TASK: Show every line of the data where the word "Rameau" can be found.

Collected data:

BEGIN

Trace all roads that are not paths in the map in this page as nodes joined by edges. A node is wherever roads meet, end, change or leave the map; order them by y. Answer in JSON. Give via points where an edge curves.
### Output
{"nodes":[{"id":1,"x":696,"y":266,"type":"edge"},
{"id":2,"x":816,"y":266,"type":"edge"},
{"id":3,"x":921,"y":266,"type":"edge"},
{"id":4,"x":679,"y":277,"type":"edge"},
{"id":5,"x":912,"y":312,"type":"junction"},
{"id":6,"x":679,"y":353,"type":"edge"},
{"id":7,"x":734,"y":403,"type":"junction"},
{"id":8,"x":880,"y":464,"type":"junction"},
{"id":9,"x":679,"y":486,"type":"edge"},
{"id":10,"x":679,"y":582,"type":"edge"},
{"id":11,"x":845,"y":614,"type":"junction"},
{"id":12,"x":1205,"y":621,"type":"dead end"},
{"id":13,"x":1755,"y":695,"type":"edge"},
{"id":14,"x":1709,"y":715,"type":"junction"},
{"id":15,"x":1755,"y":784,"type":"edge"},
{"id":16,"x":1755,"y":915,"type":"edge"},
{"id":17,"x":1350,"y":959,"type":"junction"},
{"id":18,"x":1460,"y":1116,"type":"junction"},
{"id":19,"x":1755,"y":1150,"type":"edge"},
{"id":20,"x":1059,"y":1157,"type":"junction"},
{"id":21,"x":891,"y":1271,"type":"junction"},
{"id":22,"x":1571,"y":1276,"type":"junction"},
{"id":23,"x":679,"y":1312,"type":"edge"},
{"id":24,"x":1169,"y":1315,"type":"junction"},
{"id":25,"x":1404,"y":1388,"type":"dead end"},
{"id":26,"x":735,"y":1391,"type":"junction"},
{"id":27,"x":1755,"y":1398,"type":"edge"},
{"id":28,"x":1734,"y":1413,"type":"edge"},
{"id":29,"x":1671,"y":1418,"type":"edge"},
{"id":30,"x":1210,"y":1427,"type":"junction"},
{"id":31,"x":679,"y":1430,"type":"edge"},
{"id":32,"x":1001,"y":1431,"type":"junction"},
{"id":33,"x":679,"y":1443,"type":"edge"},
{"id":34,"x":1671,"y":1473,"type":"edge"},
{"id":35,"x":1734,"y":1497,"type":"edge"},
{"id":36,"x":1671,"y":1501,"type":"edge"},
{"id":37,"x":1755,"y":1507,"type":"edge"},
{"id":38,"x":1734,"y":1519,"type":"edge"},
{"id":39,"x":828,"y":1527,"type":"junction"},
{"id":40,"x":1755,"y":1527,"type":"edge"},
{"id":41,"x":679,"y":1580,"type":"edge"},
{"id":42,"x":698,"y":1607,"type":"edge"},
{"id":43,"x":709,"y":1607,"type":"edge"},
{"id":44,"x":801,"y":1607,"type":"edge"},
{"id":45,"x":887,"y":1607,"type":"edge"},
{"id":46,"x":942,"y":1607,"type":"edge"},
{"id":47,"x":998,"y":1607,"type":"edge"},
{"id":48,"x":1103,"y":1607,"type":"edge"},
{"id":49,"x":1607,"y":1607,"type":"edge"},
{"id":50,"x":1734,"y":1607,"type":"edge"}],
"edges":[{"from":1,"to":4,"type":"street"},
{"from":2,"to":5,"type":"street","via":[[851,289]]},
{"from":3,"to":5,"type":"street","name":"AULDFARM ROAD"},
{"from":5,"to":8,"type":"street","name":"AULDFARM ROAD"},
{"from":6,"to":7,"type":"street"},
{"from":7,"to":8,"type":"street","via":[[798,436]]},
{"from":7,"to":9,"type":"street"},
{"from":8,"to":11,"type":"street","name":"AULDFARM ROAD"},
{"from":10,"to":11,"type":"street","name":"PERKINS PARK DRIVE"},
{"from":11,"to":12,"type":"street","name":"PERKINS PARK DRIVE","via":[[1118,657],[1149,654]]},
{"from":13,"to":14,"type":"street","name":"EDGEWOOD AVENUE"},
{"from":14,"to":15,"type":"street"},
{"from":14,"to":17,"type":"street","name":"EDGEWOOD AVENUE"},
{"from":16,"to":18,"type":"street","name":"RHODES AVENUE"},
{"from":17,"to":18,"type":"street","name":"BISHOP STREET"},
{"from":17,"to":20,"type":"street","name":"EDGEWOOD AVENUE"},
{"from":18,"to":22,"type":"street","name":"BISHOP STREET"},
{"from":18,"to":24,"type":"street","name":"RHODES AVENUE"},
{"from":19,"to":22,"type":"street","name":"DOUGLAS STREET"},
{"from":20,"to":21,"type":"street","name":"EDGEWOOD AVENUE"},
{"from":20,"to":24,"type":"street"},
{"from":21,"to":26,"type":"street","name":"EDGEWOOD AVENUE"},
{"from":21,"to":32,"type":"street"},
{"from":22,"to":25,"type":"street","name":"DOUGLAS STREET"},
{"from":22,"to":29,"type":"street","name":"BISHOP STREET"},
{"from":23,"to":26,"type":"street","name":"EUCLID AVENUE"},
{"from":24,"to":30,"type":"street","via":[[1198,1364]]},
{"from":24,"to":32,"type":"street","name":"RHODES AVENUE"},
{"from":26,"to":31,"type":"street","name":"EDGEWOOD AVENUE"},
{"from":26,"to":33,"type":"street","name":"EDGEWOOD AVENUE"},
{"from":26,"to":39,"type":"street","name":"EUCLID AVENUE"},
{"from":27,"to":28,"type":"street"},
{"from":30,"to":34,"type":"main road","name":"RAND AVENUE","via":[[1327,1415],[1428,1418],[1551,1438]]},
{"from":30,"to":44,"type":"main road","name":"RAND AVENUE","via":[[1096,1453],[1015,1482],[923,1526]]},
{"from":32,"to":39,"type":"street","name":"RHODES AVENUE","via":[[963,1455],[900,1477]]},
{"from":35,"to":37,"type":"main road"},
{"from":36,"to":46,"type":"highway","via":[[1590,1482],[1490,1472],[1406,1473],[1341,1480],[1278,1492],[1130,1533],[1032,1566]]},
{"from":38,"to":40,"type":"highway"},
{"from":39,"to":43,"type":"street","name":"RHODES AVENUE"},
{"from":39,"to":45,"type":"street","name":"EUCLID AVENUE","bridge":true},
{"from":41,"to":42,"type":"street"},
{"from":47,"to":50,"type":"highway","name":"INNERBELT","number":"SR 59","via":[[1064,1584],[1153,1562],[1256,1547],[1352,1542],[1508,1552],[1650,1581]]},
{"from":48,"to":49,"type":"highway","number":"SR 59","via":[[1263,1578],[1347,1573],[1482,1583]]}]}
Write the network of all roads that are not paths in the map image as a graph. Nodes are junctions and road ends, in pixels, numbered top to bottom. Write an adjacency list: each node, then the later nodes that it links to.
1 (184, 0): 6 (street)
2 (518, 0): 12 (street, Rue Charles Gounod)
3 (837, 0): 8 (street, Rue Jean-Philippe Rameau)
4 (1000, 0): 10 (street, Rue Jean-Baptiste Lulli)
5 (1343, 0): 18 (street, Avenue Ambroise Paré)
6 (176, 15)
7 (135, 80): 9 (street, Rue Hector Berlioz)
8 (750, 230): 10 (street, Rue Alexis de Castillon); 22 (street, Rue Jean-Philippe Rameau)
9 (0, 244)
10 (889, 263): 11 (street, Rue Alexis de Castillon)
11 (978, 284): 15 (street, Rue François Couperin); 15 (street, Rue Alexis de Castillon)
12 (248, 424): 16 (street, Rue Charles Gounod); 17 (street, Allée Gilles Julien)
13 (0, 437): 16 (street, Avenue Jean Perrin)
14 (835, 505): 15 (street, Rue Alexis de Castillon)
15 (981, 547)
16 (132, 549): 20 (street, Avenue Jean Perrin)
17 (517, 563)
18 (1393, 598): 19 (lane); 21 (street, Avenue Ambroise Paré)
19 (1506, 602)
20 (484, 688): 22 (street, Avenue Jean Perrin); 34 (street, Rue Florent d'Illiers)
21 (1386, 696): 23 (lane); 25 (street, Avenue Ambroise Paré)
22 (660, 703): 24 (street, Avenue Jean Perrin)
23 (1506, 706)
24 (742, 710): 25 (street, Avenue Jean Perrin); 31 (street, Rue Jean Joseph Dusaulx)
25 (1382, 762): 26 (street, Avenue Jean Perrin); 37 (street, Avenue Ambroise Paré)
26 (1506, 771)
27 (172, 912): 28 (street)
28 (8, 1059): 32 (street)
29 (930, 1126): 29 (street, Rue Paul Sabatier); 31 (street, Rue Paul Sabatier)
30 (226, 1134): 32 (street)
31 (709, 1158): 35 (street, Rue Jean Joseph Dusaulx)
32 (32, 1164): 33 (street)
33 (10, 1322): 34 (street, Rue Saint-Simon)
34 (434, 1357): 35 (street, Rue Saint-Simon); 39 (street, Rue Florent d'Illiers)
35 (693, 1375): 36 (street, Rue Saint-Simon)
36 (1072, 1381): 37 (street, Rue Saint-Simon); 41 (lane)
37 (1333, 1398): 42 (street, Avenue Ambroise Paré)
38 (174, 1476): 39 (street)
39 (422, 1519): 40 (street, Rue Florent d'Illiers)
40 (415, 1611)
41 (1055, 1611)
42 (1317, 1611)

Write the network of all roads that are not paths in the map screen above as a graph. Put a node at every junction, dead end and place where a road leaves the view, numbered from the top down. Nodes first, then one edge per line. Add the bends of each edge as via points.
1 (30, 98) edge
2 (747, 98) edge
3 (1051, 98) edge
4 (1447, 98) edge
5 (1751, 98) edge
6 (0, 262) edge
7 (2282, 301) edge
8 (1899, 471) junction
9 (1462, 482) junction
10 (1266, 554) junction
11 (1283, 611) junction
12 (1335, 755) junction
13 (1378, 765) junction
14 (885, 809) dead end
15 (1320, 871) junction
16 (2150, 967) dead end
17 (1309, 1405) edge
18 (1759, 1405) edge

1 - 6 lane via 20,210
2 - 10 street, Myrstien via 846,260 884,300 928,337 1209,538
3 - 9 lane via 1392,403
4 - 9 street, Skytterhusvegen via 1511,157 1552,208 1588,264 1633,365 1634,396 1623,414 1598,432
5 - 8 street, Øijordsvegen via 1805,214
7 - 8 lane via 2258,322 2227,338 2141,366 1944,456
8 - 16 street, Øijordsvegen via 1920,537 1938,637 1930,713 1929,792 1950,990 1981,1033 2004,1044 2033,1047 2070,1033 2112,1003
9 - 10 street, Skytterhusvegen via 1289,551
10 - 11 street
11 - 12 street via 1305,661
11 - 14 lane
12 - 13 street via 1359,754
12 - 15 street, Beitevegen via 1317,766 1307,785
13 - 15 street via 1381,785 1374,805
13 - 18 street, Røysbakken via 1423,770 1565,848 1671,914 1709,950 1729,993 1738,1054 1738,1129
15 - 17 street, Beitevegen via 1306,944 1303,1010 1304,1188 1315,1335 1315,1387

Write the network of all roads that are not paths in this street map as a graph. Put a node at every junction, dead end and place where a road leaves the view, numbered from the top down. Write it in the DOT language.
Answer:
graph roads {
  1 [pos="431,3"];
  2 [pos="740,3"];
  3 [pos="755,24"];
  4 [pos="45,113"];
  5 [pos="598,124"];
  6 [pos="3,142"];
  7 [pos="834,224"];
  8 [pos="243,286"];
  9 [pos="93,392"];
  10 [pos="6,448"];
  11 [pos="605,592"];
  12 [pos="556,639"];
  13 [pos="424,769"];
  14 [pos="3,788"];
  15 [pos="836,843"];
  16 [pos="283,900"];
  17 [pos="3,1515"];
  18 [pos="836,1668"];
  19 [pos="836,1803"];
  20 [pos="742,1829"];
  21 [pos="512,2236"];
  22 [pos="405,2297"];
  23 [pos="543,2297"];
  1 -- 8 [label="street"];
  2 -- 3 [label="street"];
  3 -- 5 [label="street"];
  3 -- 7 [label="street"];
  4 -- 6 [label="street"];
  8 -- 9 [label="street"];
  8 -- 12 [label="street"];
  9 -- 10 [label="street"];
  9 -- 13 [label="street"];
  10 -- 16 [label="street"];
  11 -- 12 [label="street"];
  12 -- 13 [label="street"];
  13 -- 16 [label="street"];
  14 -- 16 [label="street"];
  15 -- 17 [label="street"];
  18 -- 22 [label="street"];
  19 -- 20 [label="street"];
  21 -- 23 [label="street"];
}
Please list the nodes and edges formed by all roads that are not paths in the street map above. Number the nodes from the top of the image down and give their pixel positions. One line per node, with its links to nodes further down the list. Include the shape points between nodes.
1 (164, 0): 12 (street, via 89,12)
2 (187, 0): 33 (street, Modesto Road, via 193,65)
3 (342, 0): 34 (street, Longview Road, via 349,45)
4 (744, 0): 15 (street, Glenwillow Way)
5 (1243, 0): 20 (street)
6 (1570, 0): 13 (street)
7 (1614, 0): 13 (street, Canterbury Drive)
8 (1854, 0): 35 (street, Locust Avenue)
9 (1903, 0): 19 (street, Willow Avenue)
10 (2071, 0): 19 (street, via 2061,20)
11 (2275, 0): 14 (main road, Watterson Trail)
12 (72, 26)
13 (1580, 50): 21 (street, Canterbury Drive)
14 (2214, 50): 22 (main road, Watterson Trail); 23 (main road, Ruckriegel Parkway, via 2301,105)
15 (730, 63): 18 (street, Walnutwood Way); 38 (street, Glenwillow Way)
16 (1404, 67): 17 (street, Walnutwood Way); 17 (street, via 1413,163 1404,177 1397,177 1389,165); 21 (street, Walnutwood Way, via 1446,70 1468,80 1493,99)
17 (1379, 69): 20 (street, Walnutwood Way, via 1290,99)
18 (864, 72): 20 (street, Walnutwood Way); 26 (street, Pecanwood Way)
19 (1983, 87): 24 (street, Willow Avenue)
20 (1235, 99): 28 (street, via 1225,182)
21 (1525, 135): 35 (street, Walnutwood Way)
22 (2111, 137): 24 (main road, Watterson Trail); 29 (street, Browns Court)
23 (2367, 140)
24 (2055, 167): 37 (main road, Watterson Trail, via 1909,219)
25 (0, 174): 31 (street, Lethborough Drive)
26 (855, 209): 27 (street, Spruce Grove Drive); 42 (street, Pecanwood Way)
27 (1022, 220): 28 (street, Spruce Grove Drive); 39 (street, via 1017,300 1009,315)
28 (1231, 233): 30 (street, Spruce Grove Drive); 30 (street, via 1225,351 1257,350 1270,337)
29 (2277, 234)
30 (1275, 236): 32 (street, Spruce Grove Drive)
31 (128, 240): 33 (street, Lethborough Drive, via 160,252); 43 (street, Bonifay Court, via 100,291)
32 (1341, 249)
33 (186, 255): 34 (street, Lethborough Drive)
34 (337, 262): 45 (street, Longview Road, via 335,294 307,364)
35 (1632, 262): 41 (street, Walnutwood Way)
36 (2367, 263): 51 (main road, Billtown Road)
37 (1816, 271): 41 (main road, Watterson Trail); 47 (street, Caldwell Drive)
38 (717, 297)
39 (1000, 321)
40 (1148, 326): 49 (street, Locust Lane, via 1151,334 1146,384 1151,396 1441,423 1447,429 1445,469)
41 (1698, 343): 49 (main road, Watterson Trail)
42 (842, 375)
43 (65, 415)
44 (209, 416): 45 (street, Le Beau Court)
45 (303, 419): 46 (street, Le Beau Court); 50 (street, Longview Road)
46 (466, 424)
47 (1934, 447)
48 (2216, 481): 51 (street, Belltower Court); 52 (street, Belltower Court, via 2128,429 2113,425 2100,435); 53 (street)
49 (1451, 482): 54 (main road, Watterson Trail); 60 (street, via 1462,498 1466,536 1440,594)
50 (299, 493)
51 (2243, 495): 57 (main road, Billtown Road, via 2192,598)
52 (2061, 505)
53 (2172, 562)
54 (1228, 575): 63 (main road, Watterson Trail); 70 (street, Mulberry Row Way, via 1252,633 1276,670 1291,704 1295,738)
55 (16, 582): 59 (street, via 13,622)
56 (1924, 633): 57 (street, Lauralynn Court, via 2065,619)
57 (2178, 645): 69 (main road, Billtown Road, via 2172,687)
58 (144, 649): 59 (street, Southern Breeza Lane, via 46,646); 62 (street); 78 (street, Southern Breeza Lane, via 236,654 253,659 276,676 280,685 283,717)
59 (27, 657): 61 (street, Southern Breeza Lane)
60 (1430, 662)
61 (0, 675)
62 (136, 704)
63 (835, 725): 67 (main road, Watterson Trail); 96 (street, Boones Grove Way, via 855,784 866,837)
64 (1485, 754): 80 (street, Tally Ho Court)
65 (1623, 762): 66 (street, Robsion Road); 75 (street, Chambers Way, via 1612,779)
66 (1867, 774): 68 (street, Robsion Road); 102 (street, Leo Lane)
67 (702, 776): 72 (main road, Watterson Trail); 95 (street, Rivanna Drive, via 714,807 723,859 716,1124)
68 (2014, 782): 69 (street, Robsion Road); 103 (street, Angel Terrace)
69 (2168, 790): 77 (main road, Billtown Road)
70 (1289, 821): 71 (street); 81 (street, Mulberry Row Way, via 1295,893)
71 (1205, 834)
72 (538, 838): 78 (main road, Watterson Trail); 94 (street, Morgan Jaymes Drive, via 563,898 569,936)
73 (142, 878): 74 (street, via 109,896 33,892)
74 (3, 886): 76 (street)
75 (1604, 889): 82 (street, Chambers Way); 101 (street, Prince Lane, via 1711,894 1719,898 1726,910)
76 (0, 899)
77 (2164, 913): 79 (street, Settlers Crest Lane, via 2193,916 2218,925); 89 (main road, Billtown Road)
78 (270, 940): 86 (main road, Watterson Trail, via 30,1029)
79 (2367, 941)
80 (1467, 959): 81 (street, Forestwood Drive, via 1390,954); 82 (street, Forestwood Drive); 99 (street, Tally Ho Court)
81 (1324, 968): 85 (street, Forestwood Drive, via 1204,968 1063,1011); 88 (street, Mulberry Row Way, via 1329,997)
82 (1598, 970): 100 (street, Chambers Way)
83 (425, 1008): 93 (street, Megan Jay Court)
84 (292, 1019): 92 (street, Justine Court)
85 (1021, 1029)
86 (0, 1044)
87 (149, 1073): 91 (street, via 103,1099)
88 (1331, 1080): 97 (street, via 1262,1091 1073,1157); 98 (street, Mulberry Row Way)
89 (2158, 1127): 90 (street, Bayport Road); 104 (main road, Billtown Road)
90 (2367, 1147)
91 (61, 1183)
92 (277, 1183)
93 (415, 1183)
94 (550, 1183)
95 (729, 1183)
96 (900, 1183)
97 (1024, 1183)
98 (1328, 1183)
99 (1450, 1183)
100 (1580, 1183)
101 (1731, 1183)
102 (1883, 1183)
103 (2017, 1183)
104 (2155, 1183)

END

RESPONSE TO THIS TASK:
3 (837, 0): 8 (street, Rue Jean-Philippe Rameau)
8 (750, 230): 10 (street, Rue Alexis de Castillon); 22 (street, Rue Jean-Philippe Rameau)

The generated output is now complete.